Now, create a new folder to put the source code. For this tutorial, it will be called website_folder.

mkdir website_folder

Now, the full path to where you will put your source code is /var/www/website_folder/. It is important to remember this path because you will need it when setting up your git repository.

4. Initialise a git repository on your server

The git repository needs a folder to host it. A good practice is to call that folder website_name.git. Inside of /var, create a folder called repo, which will contain your git repositories. One of which will be website.git. To do so, run the following command:

mkdir -p /var/repo/website.git

Now, navigate to /var/repo/website.git and initialize your git repository:

cd /var/repo/website.git/
git init --bare

Voilà… now you have a bare repository for sharing.

5. Create Hook

A Hook is a program you can place in a hooks directory to trigger actions at certain points in git’s execution.
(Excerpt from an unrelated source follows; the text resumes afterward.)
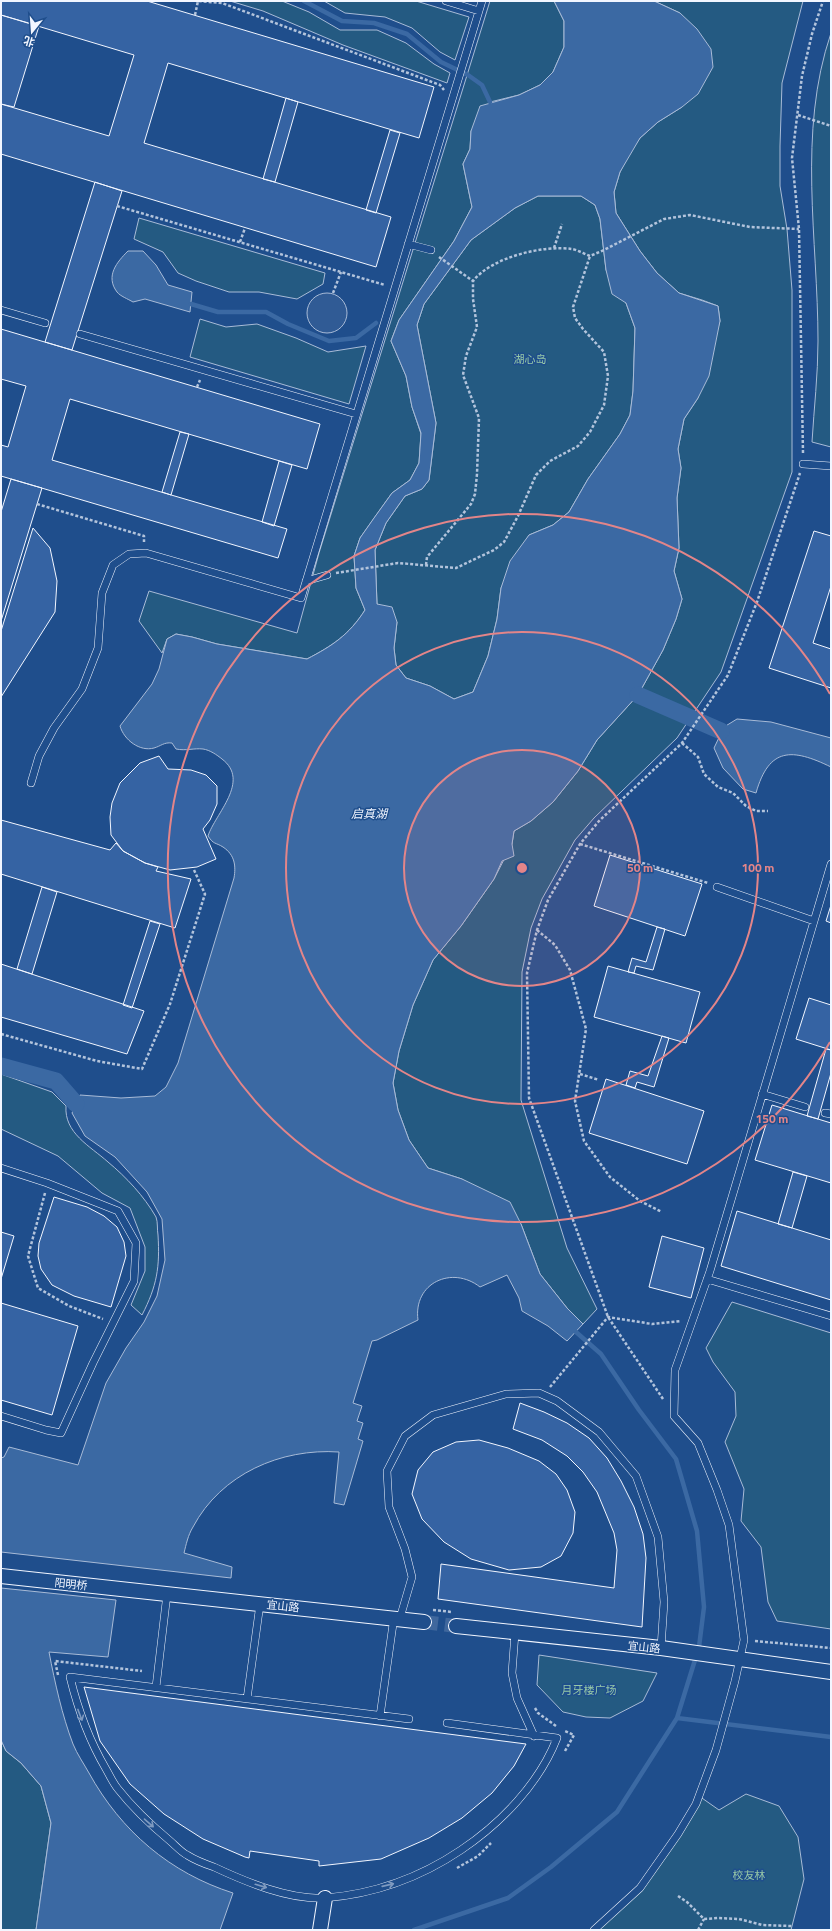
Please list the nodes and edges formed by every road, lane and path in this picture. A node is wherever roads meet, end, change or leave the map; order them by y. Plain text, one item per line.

Git has several hooks that it can call after different stages automatically. You will use the post-receive hook which is called after your repository has received pushed code.

After initialising your git repository, new folders should appear inside /var/repo/website.git/. Navigate to hooks and create a new bash called post-receive using your preferred text editor.

cd hooks
nano post-receive

Inside of the newly created file, you need to tell git where to put the files pushed. To do so, paste the following code:

#!/bin/sh
git --work-tree=path_to_website_folder --git-dir=path_to_git_directory checkout -f name_of_branch
  • replace path_to_website_folder with the correct path /var/www/website_folder which we created in point 3.
  • replace path_to_git_directory with the path to the bare git repository, which in this case is /var/repo/website.git.
  • name_of_branch is an optional parameter. If not specified, it defaults to master.
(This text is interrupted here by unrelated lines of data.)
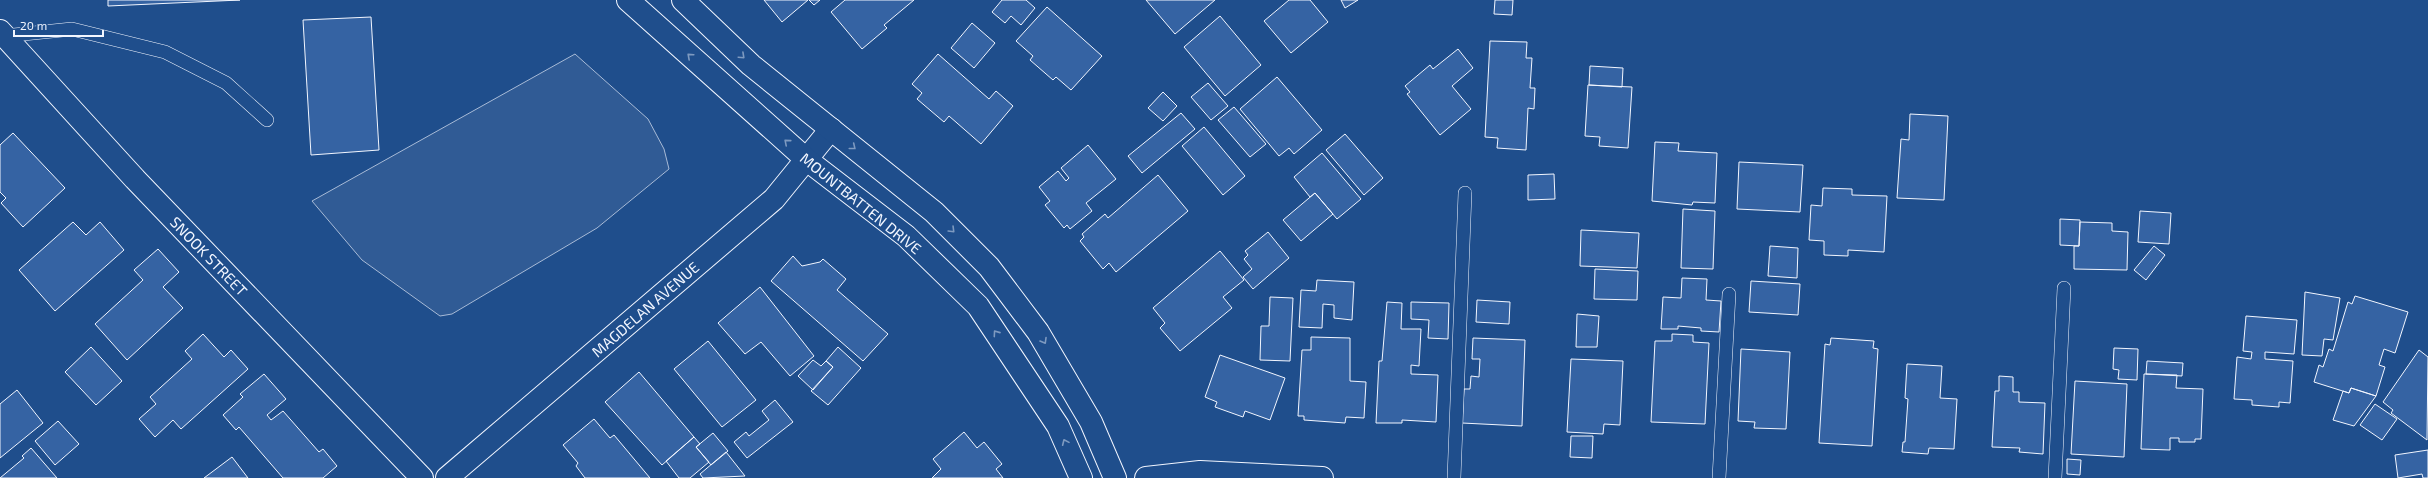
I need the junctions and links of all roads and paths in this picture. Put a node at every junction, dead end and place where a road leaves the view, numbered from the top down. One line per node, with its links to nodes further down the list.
1 (628, 0): 6 (main road, MOUNTBATTEN DRIVE, one-way to 1)
2 (683, 0): 5 (main road, one-way to 5)
3 (2, 34): 4 (lane); 10 (main road, SNOOK STREET)
4 (267, 120)
5 (832, 129): 6 (main road, MAGDELAN AVENUE); 13 (main road, one-way to 13)
6 (807, 160): 11 (main road, MAGDELAN AVENUE); 12 (main road, MOUNTBATTEN DRIVE, one-way to 6)
7 (1465, 192): 16 (lane)
8 (2064, 288): 18 (lane)
9 (1729, 294): 17 (lane)
10 (422, 478)
11 (447, 478)
12 (1081, 478)
13 (1115, 478)
14 (1146, 478): 15 (main road)
15 (1322, 478)
16 (1454, 478)
17 (1719, 478)
18 (2055, 478)

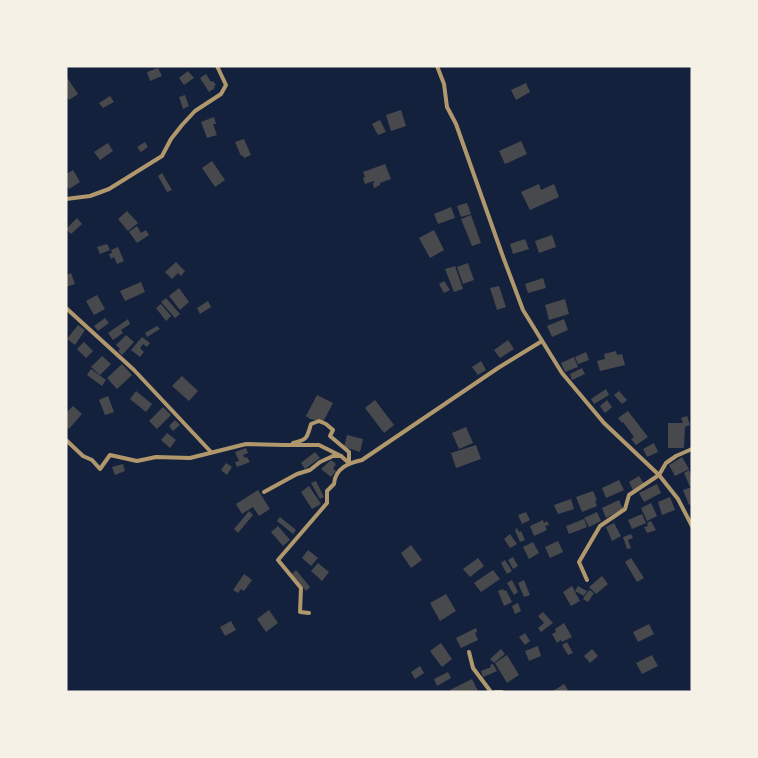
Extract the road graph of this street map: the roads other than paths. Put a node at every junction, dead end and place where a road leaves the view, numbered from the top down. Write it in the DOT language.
graph roads {
  1 [pos="217,66"];
  2 [pos="437,66"];
  3 [pos="66,199"];
  4 [pos="66,308"];
  5 [pos="542,341"];
  6 [pos="66,440"];
  7 [pos="284,446"];
  8 [pos="692,449"];
  9 [pos="211,452"];
  10 [pos="341,456"];
  11 [pos="349,463"];
  12 [pos="659,475"];
  13 [pos="264,492"];
  14 [pos="692,526"];
  15 [pos="587,580"];
  16 [pos="309,614"];
  17 [pos="469,652"];
  18 [pos="493,692"];
  19 [pos="502,692"];
  1 -- 3 [label="street"];
  2 -- 5 [label="street"];
  4 -- 9 [label="street"];
  5 -- 11 [label="street"];
  5 -- 12 [label="street"];
  6 -- 9 [label="street"];
  7 -- 9 [label="street"];
  7 -- 10 [label="street"];
  7 -- 11 [label="street"];
  8 -- 12 [label="street"];
  10 -- 11 [label="street"];
  10 -- 13 [label="street"];
  11 -- 16 [label="street"];
  12 -- 14 [label="street"];
  12 -- 15 [label="street"];
  17 -- 18 [label="street"];
  18 -- 19 [label="street"];
}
You can follow that script with any other commands of your choice, like restarting the server for instance.

Quit the editor using ctrl+x, and make sure to save the file as post-receive.
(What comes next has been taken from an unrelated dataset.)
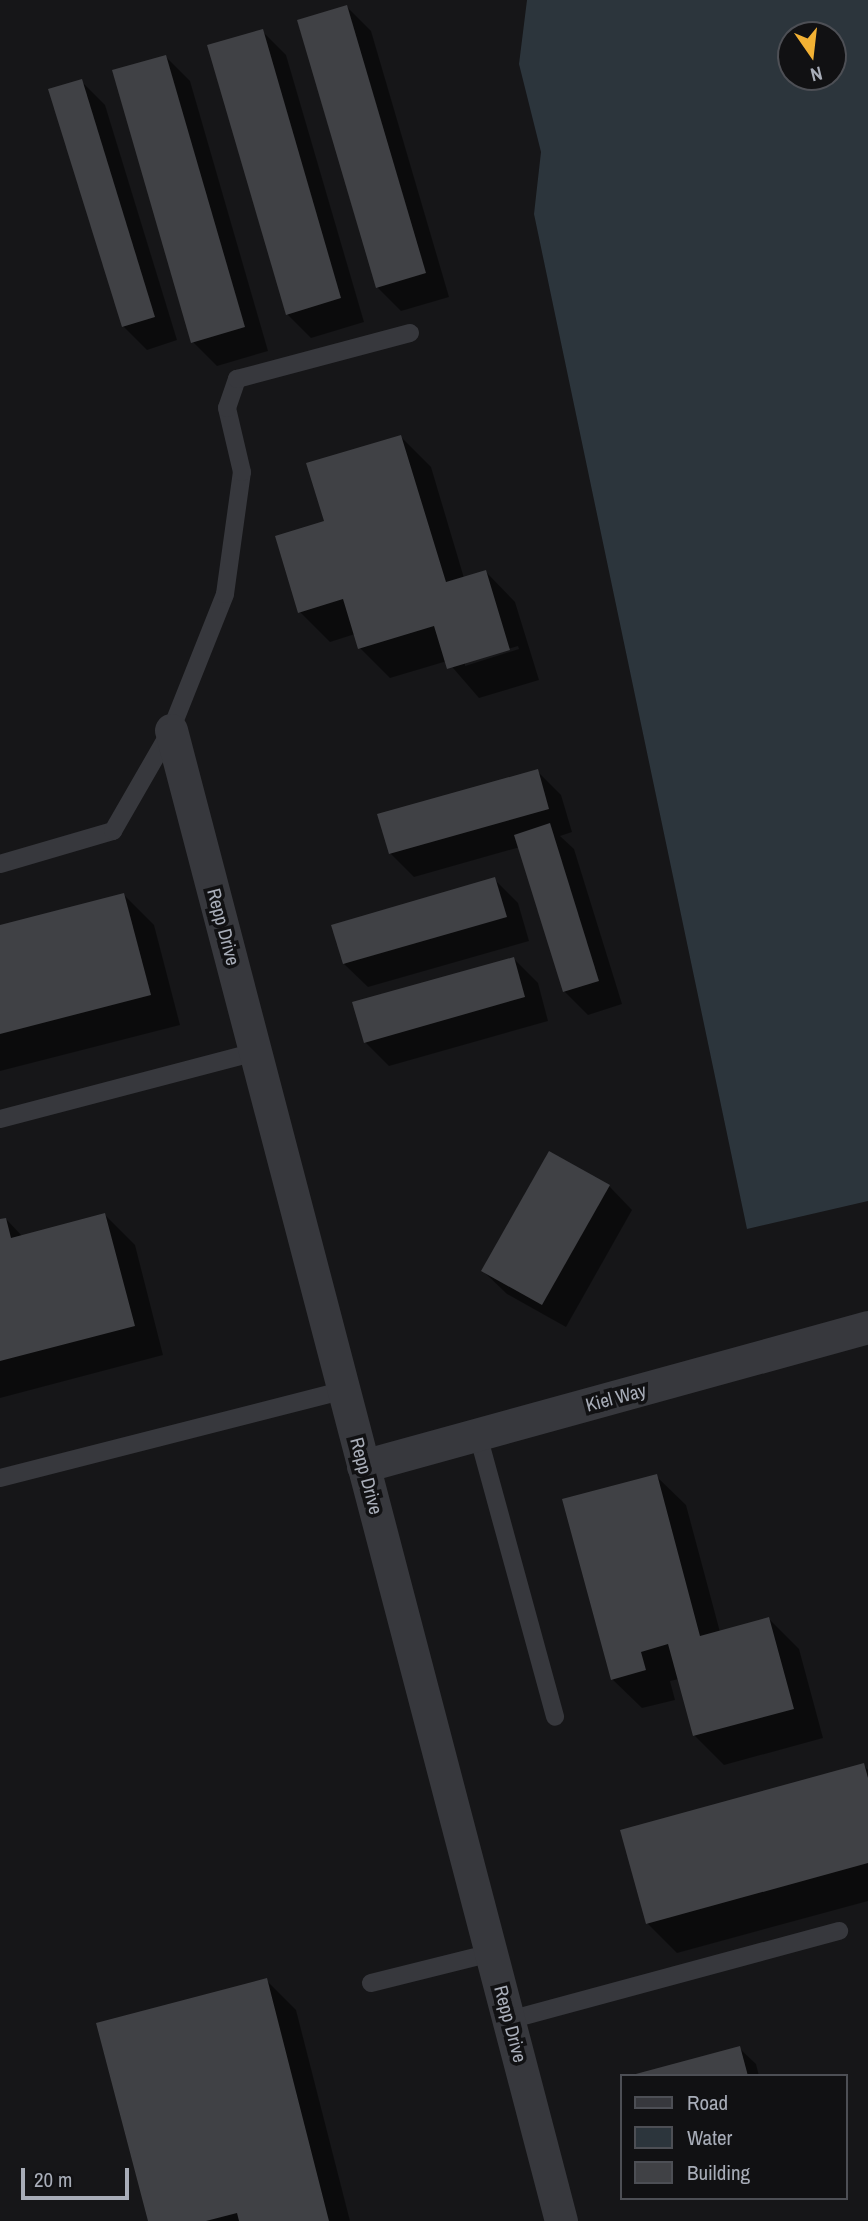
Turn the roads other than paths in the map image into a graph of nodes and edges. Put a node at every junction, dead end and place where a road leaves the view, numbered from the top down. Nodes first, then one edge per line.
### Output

6. Make the script executable

In order for the operating system to execute the script, the latter needs to have executable permissions. To do so run the following command:

chmod +x post-receive

The work on your server is done. You can now logout by simply running logout and hitting Return

7. Push local code to the server

From your terminal, navigate to your local folder, and if it is not already a working git repository, initialise it as one. Then in order to configure git to push code to the remote server, you need to point it to its address.

git init
git remote add name_of_repository ssh://your_user@server_ip_address/path_to_git_directory
  • name_of_repository can be any name you want. It is the name of the remote repository.
  • replace server_ip_address with the actual IP address of your server.
  • replace your_user with the actual username. By default, the username is root.
  • replace path_to_git_directory with the path to the bare git repository, which in this case is var/repo/website.git/.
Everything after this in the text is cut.